## What is expected
Transcribe each of the entries exactly.

[Source records]
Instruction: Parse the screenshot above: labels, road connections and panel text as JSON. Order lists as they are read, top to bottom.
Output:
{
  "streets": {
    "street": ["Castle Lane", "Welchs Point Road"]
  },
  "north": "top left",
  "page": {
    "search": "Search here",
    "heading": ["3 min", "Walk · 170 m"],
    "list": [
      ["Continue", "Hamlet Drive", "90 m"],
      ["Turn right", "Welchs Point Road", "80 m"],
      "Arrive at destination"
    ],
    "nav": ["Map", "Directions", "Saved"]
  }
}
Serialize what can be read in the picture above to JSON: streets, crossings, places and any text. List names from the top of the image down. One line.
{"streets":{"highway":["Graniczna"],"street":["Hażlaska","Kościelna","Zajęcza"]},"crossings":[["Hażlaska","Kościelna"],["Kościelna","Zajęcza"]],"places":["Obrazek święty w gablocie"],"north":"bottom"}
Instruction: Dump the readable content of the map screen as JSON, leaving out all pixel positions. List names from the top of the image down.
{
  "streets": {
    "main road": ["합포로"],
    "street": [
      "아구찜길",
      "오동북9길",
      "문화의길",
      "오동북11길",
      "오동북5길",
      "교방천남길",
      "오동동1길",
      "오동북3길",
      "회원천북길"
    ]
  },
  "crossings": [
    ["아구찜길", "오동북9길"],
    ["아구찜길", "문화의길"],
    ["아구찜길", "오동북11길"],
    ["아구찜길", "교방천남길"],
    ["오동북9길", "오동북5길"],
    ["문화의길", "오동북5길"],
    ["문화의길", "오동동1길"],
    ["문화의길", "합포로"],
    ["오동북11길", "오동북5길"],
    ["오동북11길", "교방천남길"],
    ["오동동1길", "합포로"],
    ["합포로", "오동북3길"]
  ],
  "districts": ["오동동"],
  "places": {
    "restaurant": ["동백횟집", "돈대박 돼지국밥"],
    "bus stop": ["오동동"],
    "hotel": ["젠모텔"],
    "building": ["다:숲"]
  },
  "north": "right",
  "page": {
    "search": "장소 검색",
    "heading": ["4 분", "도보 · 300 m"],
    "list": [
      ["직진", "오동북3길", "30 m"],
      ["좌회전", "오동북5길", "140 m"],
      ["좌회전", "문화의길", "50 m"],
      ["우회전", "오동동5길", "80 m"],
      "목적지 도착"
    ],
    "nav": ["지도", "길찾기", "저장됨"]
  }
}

## Answer space
Instruction: Parse the screenshot above: labels, road connections and panel text as JSON. Order lists as they are read, top to bottom.
Output:
{
  "streets": {
    "street": ["Castle Lane", "Welchs Point Road"]
  },
  "north": "top left",
  "page": {
    "search": "Search here",
    "heading": ["3 min", "Walk · 170 m"],
    "list": [
      ["Continue", "Hamlet Drive", "90 m"],
      ["Turn right", "Welchs Point Road", "80 m"],
      "Arrive at destination"
    ],
    "nav": ["Map", "Directions", "Saved"]
  }
}
Serialize what can be read in the picture above to JSON: streets, crossings, places and any text. List names from the top of the image down. One line.
{"streets":{"highway":["Graniczna"],"street":["Hażlaska","Kościelna","Zajęcza"]},"crossings":[["Hażlaska","Kościelna"],["Kościelna","Zajęcza"]],"places":["Obrazek święty w gablocie"],"north":"bottom"}
Instruction: Dump the readable content of the map screen as JSON, leaving out all pixel positions. List names from the top of the image down.
{
  "streets": {
    "main road": ["합포로"],
    "street": [
      "아구찜길",
      "오동북9길",
      "문화의길",
      "오동북11길",
      "오동북5길",
      "교방천남길",
      "오동동1길",
      "오동북3길",
      "회원천북길"
    ]
  },
  "crossings": [
    ["아구찜길", "오동북9길"],
    ["아구찜길", "문화의길"],
    ["아구찜길", "오동북11길"],
    ["아구찜길", "교방천남길"],
    ["오동북9길", "오동북5길"],
    ["문화의길", "오동북5길"],
    ["문화의길", "오동동1길"],
    ["문화의길", "합포로"],
    ["오동북11길", "오동북5길"],
    ["오동북11길", "교방천남길"],
    ["오동동1길", "합포로"],
    ["합포로", "오동북3길"]
  ],
  "districts": ["오동동"],
  "places": {
    "restaurant": ["동백횟집", "돈대박 돼지국밥"],
    "bus stop": ["오동동"],
    "hotel": ["젠모텔"],
    "building": ["다:숲"]
  },
  "north": "right",
  "page": {
    "search": "장소 검색",
    "heading": ["4 분", "도보 · 300 m"],
    "list": [
      ["직진", "오동북3길", "30 m"],
      ["좌회전", "오동북5길", "140 m"],
      ["좌회전", "문화의길", "50 m"],
      ["우회전", "오동동5길", "80 m"],
      "목적지 도착"
    ],
    "nav": ["지도", "길찾기", "저장됨"]
  }
}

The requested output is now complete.